May 27, 2011 Criminal Defense

In the blue corner, we have a 62-year-old economist, head of the IMF, putative president of France.  I can’t tell his height and weight from the photos and TV, but he looks out of shape.  And in the red corner, we have the maid from Guinea, also height and weight unknown, but 32 and athletic-looking; after all she does hard manual labor every day, and appears in a picture to be in pretty good shape.

The so-called story: DSK tackles her and drags her into the bedroom. While this is not logical, it is physically possible. The rest however, is not.  He throws her on the bed, holds her down and thrusts his penis in her mouth, not once but twice.

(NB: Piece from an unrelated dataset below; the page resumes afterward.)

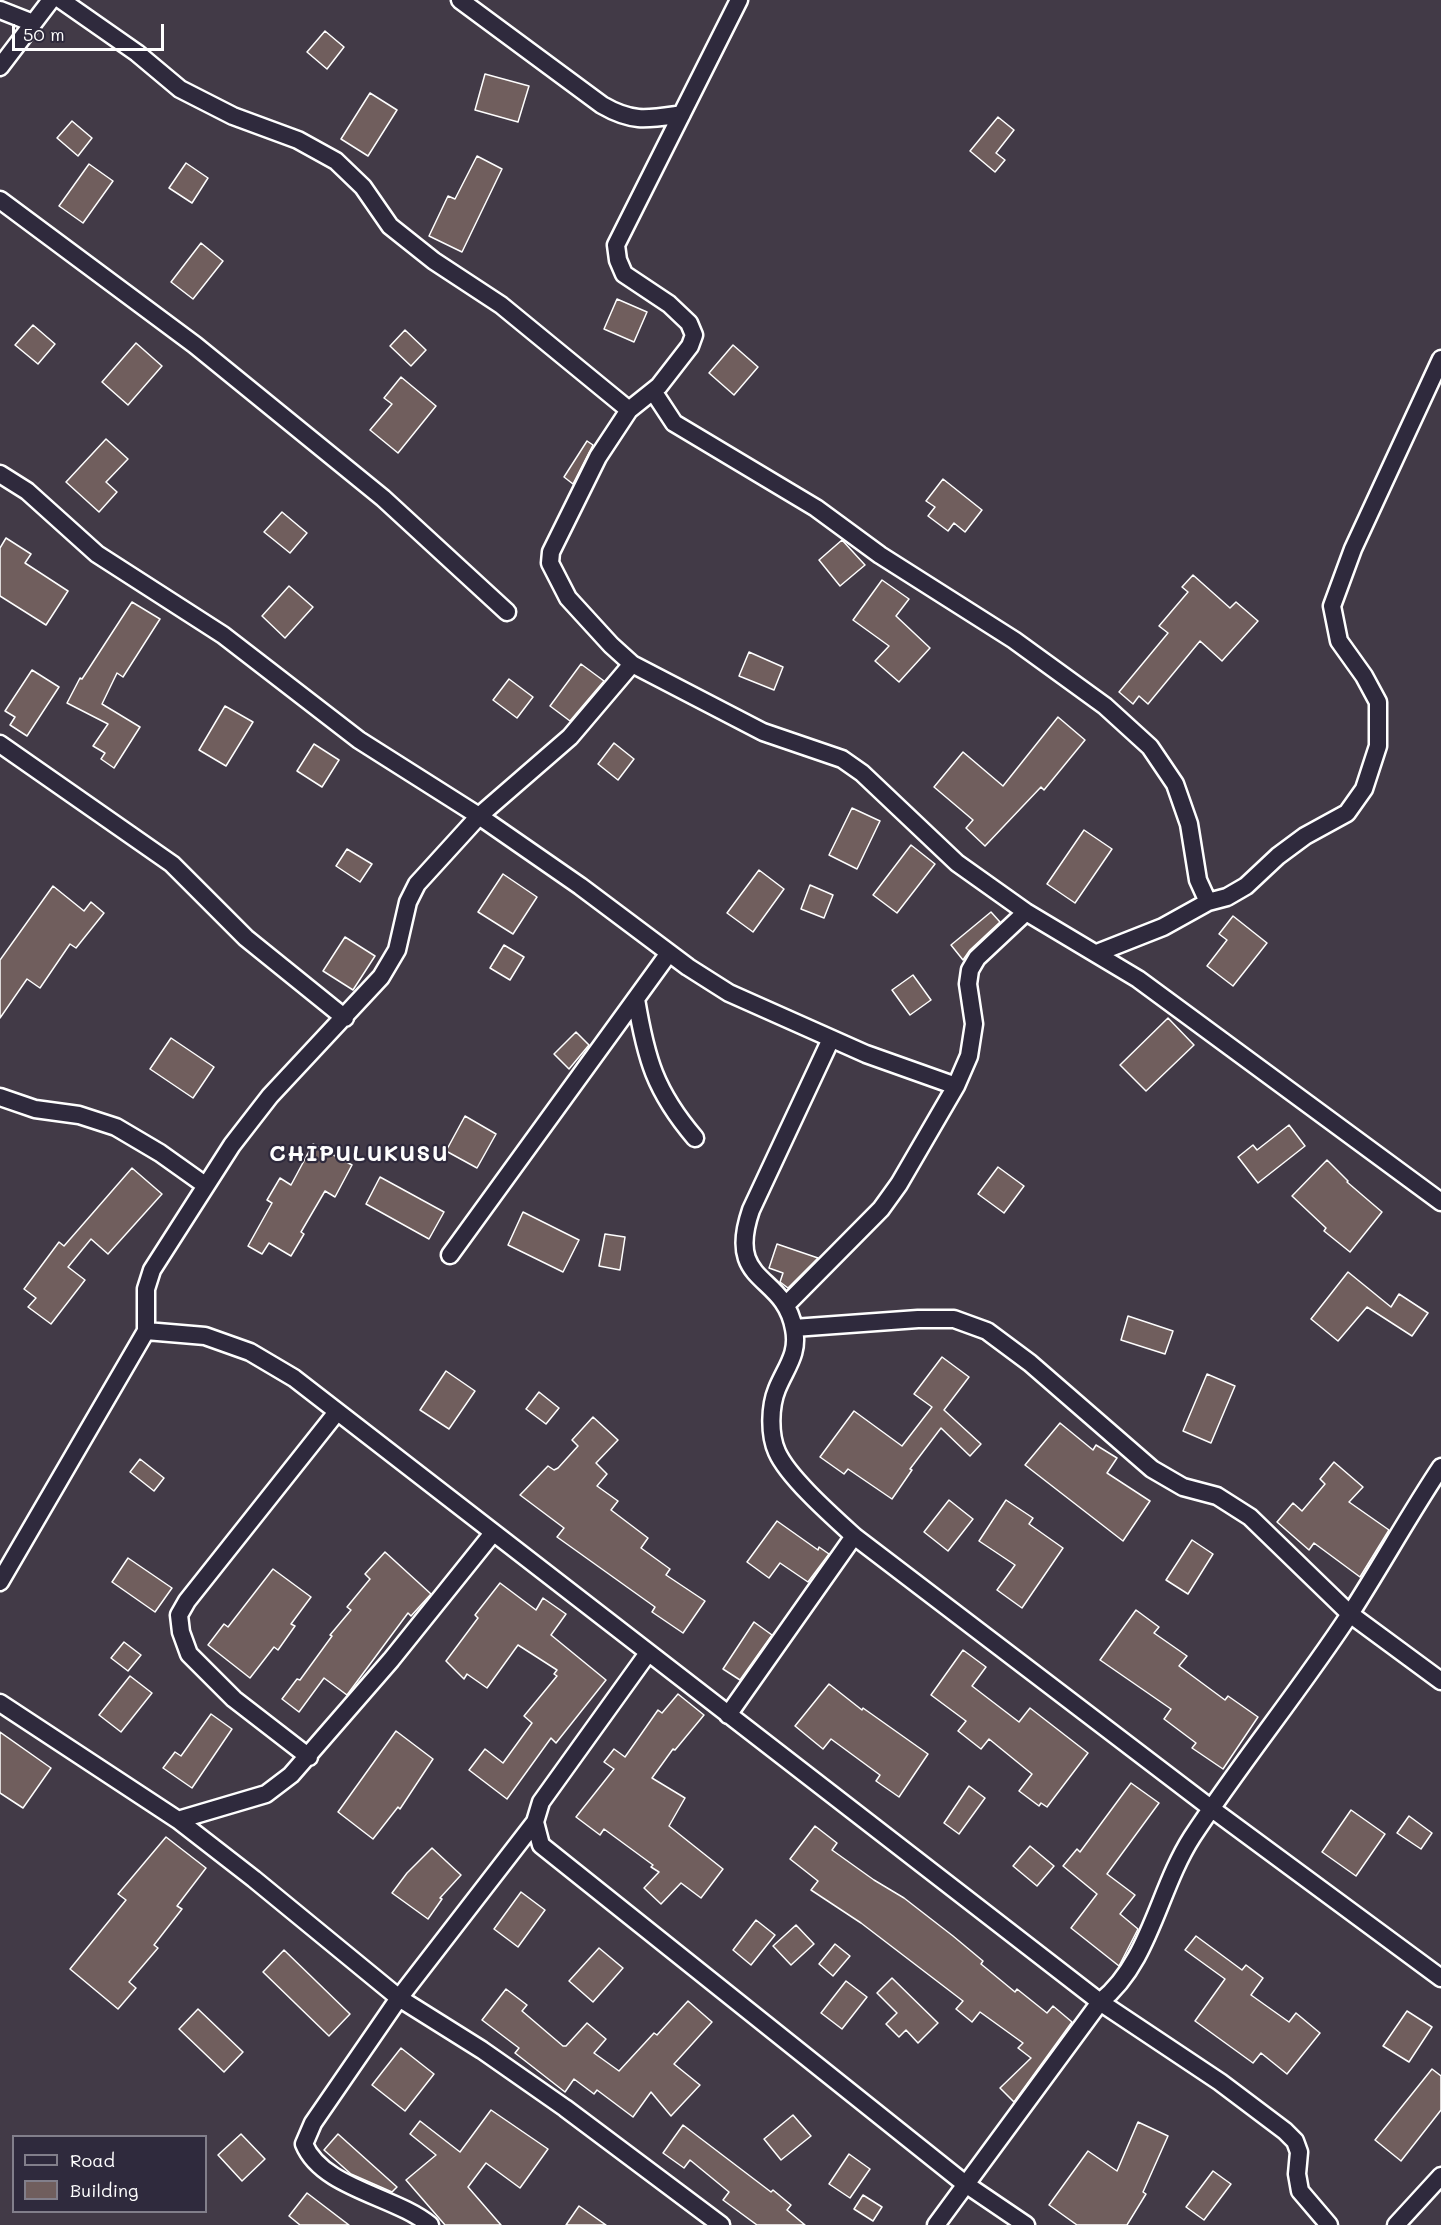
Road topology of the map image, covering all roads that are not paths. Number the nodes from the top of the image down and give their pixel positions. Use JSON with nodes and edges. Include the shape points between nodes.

Let’s stop for a minute and closely examine this story.  He would need both his hands to hold her on the bed and use his weight to position her on her back. She claims to be struggling, twisting and turning while being held down. If so, how does he get his erect penis in her mouth?

First the angle is all wrong.  As we know an erect penis is usually parallel to the man’s body and does not easily bend. So while straddling her on the bed, how does he get it into her mouth? Especially if she is twisting her head back and forth. Try this at home.

Second, how does he open her mouth? If this is not consensual, I assume she would not open her mouth voluntarily.  He has both hands engaged holding her arms down. If he lifts her head to position it to insert his penis, he would only have one hand to hold her on the bed. Possible? Maybe. But while holding her head with one hand and the other engaged keeping one arm on the bed, how does he open her mouth? And wouldn’t she hit him with her free arm? It is possible to vaginally rape her with both hands holding her arms and using his body to spread her legs and hold her on the bed, but orally? It is the claim of two oral assaults which make this story unbelievable.

Thus I assume that DSK must be an octopus since he needs more arms and hands than a human does.

I hope the defense team photographed each inch of his penis to see if there are any teeth marks. If in fact he is an octopus and managed to get his erect penis into her mouth while this athletic young lady is struggling, there must be teeth marks on it. If not this is just another fable.